Content starts

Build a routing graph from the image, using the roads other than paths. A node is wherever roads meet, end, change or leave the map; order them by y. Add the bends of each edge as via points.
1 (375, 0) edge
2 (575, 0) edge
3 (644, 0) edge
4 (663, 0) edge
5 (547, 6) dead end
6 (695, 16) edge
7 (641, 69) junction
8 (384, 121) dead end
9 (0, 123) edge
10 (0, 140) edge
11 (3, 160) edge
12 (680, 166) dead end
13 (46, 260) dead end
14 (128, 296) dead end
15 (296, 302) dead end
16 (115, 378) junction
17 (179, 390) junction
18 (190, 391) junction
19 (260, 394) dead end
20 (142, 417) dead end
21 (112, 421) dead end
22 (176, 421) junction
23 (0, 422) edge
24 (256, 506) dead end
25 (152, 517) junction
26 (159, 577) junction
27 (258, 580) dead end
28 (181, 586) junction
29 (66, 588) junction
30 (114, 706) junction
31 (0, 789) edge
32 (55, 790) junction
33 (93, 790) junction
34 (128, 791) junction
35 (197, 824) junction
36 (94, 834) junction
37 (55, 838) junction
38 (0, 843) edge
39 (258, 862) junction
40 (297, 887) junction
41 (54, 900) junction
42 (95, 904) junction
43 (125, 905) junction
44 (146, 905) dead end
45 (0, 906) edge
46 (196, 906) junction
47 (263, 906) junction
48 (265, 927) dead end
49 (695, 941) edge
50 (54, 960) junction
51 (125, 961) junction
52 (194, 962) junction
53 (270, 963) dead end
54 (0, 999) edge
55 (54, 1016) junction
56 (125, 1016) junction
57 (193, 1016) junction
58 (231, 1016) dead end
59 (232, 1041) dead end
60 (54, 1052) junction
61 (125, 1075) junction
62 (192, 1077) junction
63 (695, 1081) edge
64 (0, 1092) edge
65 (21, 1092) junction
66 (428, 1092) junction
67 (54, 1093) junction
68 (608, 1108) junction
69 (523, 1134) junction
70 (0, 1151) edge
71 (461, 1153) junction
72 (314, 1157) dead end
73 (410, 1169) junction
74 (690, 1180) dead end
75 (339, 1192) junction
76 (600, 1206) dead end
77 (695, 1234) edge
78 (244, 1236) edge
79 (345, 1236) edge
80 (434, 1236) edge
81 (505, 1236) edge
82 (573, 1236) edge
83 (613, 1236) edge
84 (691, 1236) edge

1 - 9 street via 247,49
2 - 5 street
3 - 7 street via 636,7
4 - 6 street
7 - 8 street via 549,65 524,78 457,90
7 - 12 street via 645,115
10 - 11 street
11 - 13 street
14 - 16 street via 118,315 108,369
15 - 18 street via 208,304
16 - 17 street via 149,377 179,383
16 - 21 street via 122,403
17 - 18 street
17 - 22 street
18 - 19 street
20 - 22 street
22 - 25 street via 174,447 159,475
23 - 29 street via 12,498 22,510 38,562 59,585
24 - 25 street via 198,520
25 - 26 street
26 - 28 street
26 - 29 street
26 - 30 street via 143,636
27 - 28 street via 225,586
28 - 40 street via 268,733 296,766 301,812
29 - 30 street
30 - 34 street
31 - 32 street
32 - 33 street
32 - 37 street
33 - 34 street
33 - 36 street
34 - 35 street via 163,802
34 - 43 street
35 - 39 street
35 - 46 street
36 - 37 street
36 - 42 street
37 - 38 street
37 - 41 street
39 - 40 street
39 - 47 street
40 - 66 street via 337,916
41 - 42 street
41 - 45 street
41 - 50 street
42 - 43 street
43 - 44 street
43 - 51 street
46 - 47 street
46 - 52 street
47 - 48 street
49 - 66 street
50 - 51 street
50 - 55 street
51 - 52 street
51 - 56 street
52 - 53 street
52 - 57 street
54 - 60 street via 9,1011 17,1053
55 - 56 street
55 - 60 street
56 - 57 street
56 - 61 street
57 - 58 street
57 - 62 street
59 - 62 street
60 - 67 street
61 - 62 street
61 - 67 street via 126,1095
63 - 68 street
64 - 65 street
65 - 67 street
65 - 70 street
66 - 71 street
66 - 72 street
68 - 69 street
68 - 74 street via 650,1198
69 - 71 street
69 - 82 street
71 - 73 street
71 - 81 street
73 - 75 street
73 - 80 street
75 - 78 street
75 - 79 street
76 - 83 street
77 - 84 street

Content ends

(Task item):
Could you output every entry above exactly as it stands?

(Problem solution):
Build a routing graph from the image, using the roads other than paths. A node is wherever roads meet, end, change or leave the map; order them by y. Add the bends of each edge as via points.
1 (375, 0) edge
2 (575, 0) edge
3 (644, 0) edge
4 (663, 0) edge
5 (547, 6) dead end
6 (695, 16) edge
7 (641, 69) junction
8 (384, 121) dead end
9 (0, 123) edge
10 (0, 140) edge
11 (3, 160) edge
12 (680, 166) dead end
13 (46, 260) dead end
14 (128, 296) dead end
15 (296, 302) dead end
16 (115, 378) junction
17 (179, 390) junction
18 (190, 391) junction
19 (260, 394) dead end
20 (142, 417) dead end
21 (112, 421) dead end
22 (176, 421) junction
23 (0, 422) edge
24 (256, 506) dead end
25 (152, 517) junction
26 (159, 577) junction
27 (258, 580) dead end
28 (181, 586) junction
29 (66, 588) junction
30 (114, 706) junction
31 (0, 789) edge
32 (55, 790) junction
33 (93, 790) junction
34 (128, 791) junction
35 (197, 824) junction
36 (94, 834) junction
37 (55, 838) junction
38 (0, 843) edge
39 (258, 862) junction
40 (297, 887) junction
41 (54, 900) junction
42 (95, 904) junction
43 (125, 905) junction
44 (146, 905) dead end
45 (0, 906) edge
46 (196, 906) junction
47 (263, 906) junction
48 (265, 927) dead end
49 (695, 941) edge
50 (54, 960) junction
51 (125, 961) junction
52 (194, 962) junction
53 (270, 963) dead end
54 (0, 999) edge
55 (54, 1016) junction
56 (125, 1016) junction
57 (193, 1016) junction
58 (231, 1016) dead end
59 (232, 1041) dead end
60 (54, 1052) junction
61 (125, 1075) junction
62 (192, 1077) junction
63 (695, 1081) edge
64 (0, 1092) edge
65 (21, 1092) junction
66 (428, 1092) junction
67 (54, 1093) junction
68 (608, 1108) junction
69 (523, 1134) junction
70 (0, 1151) edge
71 (461, 1153) junction
72 (314, 1157) dead end
73 (410, 1169) junction
74 (690, 1180) dead end
75 (339, 1192) junction
76 (600, 1206) dead end
77 (695, 1234) edge
78 (244, 1236) edge
79 (345, 1236) edge
80 (434, 1236) edge
81 (505, 1236) edge
82 (573, 1236) edge
83 (613, 1236) edge
84 (691, 1236) edge

1 - 9 street via 247,49
2 - 5 street
3 - 7 street via 636,7
4 - 6 street
7 - 8 street via 549,65 524,78 457,90
7 - 12 street via 645,115
10 - 11 street
11 - 13 street
14 - 16 street via 118,315 108,369
15 - 18 street via 208,304
16 - 17 street via 149,377 179,383
16 - 21 street via 122,403
17 - 18 street
17 - 22 street
18 - 19 street
20 - 22 street
22 - 25 street via 174,447 159,475
23 - 29 street via 12,498 22,510 38,562 59,585
24 - 25 street via 198,520
25 - 26 street
26 - 28 street
26 - 29 street
26 - 30 street via 143,636
27 - 28 street via 225,586
28 - 40 street via 268,733 296,766 301,812
29 - 30 street
30 - 34 street
31 - 32 street
32 - 33 street
32 - 37 street
33 - 34 street
33 - 36 street
34 - 35 street via 163,802
34 - 43 street
35 - 39 street
35 - 46 street
36 - 37 street
36 - 42 street
37 - 38 street
37 - 41 street
39 - 40 street
39 - 47 street
40 - 66 street via 337,916
41 - 42 street
41 - 45 street
41 - 50 street
42 - 43 street
43 - 44 street
43 - 51 street
46 - 47 street
46 - 52 street
47 - 48 street
49 - 66 street
50 - 51 street
50 - 55 street
51 - 52 street
51 - 56 street
52 - 53 street
52 - 57 street
54 - 60 street via 9,1011 17,1053
55 - 56 street
55 - 60 street
56 - 57 street
56 - 61 street
57 - 58 street
57 - 62 street
59 - 62 street
60 - 67 street
61 - 62 street
61 - 67 street via 126,1095
63 - 68 street
64 - 65 street
65 - 67 street
65 - 70 street
66 - 71 street
66 - 72 street
68 - 69 street
68 - 74 street via 650,1198
69 - 71 street
69 - 82 street
71 - 73 street
71 - 81 street
73 - 75 street
73 - 80 street
75 - 78 street
75 - 79 street
76 - 83 street
77 - 84 street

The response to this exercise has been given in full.